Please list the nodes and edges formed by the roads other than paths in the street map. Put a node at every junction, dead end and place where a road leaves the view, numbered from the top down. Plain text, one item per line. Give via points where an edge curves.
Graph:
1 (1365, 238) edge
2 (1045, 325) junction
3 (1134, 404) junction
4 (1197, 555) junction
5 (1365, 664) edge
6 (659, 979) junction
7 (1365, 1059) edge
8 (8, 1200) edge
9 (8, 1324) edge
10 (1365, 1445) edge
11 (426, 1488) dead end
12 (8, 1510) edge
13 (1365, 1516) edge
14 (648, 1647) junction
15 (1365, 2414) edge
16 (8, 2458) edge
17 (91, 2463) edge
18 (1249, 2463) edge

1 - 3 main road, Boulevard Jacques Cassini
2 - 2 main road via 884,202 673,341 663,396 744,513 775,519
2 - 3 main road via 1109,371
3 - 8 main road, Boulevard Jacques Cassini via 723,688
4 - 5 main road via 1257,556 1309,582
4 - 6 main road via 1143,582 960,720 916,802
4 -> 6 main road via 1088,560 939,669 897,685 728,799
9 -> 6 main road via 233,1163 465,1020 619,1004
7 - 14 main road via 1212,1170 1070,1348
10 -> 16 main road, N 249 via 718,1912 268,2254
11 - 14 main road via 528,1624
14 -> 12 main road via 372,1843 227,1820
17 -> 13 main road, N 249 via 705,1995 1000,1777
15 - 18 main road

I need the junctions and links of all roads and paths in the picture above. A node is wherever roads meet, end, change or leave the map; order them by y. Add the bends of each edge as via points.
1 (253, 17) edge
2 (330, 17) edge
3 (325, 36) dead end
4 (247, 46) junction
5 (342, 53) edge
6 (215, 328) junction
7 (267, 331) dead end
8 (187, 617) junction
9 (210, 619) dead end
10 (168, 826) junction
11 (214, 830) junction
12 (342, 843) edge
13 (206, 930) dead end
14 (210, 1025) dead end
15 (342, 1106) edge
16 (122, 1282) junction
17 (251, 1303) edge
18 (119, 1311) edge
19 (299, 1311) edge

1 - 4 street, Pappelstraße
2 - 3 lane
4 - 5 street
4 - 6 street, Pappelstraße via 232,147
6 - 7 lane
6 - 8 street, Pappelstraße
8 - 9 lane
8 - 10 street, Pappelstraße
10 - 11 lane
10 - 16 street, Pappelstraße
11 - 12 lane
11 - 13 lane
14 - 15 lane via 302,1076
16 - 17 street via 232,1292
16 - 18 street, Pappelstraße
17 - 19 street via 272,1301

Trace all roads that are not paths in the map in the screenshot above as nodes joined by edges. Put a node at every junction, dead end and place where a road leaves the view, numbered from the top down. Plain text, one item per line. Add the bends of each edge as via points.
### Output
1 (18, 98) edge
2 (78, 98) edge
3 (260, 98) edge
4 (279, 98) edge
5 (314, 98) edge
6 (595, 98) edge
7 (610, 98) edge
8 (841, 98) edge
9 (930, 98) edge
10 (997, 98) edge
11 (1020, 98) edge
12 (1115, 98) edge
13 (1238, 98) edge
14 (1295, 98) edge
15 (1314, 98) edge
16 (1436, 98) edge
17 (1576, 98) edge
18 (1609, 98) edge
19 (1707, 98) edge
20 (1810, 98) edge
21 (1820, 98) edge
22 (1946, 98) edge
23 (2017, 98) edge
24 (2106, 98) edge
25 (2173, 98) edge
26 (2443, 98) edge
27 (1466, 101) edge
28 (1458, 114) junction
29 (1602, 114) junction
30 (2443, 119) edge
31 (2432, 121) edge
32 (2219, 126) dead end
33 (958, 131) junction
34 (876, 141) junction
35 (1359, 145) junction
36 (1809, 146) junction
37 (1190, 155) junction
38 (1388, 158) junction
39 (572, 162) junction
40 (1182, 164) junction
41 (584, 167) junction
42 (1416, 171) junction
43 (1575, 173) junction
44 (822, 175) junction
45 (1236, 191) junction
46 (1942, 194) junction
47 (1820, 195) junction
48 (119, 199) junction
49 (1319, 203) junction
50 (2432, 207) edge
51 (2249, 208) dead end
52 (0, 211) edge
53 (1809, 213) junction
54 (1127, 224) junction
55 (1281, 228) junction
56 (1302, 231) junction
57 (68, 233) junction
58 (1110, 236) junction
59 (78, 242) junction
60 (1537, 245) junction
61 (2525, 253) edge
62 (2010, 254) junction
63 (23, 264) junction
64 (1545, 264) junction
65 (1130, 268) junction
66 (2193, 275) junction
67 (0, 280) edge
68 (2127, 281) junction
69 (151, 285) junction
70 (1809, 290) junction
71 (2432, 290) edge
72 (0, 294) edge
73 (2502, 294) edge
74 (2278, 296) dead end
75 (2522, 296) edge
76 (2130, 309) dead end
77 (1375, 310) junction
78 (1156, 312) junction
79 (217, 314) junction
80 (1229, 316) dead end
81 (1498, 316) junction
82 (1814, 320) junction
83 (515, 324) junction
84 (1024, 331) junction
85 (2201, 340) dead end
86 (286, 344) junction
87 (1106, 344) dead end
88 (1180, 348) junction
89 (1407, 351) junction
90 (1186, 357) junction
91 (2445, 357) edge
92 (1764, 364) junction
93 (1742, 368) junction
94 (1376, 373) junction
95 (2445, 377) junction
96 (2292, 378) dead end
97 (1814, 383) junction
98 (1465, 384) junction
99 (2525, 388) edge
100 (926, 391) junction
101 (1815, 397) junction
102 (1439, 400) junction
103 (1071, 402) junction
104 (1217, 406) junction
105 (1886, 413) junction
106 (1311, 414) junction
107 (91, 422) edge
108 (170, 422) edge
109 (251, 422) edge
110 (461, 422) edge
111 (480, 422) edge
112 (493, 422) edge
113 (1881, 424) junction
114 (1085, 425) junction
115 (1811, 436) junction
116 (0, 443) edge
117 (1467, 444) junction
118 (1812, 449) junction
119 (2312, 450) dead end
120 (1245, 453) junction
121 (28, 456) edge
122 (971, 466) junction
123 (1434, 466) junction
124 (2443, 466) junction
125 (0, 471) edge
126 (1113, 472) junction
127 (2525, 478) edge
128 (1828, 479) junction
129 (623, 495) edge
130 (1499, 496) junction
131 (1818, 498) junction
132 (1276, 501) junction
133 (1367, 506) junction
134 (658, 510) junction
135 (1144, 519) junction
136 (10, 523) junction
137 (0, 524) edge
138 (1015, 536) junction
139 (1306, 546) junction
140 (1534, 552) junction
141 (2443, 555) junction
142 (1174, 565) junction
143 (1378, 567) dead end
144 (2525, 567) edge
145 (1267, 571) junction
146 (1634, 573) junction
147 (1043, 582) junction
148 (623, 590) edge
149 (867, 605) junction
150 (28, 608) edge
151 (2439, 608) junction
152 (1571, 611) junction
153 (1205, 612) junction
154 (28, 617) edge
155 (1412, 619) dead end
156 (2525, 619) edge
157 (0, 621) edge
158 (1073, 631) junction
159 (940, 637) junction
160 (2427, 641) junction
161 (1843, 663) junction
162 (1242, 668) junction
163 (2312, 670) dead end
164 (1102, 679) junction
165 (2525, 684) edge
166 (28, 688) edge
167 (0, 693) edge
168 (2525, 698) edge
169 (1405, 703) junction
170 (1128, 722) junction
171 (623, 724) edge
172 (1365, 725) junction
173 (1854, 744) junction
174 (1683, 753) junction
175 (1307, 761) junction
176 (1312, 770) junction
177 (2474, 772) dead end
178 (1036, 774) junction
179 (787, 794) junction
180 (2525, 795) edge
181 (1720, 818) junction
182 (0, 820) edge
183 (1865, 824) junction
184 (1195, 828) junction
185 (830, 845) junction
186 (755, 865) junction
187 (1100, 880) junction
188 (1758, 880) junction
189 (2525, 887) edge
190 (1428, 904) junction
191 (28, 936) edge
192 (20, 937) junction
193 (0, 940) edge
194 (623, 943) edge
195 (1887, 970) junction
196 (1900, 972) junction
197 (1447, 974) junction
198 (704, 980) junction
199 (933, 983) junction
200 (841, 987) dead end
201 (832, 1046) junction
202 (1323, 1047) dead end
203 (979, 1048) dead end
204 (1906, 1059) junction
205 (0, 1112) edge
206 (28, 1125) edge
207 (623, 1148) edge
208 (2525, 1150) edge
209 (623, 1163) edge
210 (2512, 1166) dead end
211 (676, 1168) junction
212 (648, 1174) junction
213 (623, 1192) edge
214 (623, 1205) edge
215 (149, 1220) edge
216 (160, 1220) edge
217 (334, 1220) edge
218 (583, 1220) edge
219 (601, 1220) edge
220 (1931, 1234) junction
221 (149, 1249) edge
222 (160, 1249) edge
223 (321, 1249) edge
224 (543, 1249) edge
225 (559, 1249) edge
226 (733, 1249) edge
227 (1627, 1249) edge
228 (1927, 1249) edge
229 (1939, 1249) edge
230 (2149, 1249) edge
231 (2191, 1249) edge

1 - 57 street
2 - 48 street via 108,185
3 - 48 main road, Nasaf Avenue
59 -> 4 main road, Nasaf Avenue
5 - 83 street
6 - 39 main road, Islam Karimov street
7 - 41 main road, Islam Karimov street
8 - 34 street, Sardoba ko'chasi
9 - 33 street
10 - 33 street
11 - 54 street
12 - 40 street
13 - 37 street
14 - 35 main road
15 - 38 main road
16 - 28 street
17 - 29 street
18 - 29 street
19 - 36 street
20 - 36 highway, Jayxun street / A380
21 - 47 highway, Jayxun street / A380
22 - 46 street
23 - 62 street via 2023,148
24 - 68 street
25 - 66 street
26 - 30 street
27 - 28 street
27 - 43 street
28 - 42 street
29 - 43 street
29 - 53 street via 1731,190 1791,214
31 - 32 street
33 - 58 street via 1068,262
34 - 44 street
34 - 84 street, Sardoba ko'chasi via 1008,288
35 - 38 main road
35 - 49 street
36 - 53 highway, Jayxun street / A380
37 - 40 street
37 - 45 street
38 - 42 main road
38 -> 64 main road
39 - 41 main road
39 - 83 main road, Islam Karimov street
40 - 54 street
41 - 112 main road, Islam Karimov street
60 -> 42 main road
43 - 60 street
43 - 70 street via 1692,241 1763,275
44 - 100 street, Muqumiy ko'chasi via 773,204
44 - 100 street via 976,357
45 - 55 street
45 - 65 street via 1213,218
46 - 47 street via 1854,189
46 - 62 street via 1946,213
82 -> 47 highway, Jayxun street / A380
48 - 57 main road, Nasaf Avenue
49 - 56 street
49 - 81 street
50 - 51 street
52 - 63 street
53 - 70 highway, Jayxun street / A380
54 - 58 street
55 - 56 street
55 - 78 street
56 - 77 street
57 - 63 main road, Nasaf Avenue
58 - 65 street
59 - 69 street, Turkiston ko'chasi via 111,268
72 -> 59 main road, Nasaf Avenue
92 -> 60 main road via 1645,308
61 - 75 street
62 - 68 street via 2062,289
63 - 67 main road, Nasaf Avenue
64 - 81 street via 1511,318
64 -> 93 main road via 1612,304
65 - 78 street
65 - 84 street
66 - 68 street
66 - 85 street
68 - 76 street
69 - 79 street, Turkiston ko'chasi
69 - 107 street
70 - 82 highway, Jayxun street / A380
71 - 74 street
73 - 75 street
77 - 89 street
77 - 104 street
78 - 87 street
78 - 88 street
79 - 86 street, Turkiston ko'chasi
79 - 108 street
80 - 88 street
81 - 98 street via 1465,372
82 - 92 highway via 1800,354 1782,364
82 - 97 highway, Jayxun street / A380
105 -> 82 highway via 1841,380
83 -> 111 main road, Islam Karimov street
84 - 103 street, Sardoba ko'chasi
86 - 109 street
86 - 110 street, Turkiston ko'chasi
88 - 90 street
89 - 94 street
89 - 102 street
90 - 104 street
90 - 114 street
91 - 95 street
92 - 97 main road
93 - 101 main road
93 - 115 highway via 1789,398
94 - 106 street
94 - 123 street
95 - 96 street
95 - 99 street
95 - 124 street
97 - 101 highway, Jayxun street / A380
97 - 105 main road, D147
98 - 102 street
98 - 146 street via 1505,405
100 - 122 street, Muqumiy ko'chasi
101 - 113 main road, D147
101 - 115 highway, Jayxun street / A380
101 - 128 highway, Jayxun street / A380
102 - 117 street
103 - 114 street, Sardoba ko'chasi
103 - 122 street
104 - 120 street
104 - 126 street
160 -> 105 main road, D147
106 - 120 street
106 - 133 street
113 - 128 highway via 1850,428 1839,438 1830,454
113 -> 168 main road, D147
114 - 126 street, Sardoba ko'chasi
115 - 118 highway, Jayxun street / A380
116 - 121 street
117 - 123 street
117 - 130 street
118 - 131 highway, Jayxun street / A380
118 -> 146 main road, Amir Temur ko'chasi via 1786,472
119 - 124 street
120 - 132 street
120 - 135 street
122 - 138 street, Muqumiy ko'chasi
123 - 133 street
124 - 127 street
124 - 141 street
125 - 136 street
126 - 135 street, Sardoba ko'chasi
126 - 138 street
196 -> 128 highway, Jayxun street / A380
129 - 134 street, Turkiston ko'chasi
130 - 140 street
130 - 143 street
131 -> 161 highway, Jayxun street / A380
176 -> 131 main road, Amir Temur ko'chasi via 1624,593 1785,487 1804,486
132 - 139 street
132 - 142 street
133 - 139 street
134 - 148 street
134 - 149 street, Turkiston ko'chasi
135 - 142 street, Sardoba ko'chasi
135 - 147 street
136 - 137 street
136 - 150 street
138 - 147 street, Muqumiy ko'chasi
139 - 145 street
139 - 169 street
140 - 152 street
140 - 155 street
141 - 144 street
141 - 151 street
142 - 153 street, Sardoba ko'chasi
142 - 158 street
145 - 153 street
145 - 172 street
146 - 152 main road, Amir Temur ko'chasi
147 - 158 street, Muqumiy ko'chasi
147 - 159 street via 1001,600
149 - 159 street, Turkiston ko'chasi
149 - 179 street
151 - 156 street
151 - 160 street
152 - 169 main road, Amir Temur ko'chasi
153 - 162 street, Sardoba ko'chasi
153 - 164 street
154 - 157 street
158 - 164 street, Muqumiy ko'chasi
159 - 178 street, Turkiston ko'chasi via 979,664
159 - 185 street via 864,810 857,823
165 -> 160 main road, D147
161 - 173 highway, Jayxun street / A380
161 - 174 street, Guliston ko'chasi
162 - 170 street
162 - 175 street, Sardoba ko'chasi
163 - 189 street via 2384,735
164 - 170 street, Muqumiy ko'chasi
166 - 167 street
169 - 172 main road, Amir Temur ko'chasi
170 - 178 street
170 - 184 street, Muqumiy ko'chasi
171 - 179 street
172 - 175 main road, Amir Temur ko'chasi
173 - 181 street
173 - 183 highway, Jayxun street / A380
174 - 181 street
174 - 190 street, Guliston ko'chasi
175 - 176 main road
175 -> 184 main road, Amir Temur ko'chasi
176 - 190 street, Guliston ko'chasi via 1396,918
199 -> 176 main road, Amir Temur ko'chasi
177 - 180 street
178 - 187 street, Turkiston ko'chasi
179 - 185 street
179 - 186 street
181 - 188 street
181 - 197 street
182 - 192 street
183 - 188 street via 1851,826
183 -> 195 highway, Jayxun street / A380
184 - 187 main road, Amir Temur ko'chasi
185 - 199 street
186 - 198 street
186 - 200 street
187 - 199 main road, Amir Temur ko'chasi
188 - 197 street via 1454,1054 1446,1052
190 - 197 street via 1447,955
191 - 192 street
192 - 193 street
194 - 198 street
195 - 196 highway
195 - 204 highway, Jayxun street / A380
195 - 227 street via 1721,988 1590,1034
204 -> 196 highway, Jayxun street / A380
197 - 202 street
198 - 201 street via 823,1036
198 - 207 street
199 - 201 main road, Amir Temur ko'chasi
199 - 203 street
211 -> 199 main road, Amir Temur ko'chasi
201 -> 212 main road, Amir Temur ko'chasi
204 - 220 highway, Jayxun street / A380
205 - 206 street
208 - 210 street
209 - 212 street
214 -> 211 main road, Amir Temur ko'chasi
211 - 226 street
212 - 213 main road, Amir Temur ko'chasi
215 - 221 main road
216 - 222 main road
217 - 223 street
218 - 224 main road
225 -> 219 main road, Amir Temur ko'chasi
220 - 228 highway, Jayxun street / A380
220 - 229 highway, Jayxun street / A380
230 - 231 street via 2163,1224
════════
● **THE PROBLEM**:
Lines holding "place" in the material above are to be reported.

● **TASK SOLUTION**:
Please list the nodes and edges formed by the roads other than paths in the street map. Put a node at every junction, dead end and place where a road leaves the view, numbered from the top down. Plain text, one item per line. Give via points where an edge curves.
Trace all roads that are not paths in the map in the screenshot above as nodes joined by edges. Put a node at every junction, dead end and place where a road leaves the view, numbered from the top down. Plain text, one item per line. Add the bends of each edge as via points.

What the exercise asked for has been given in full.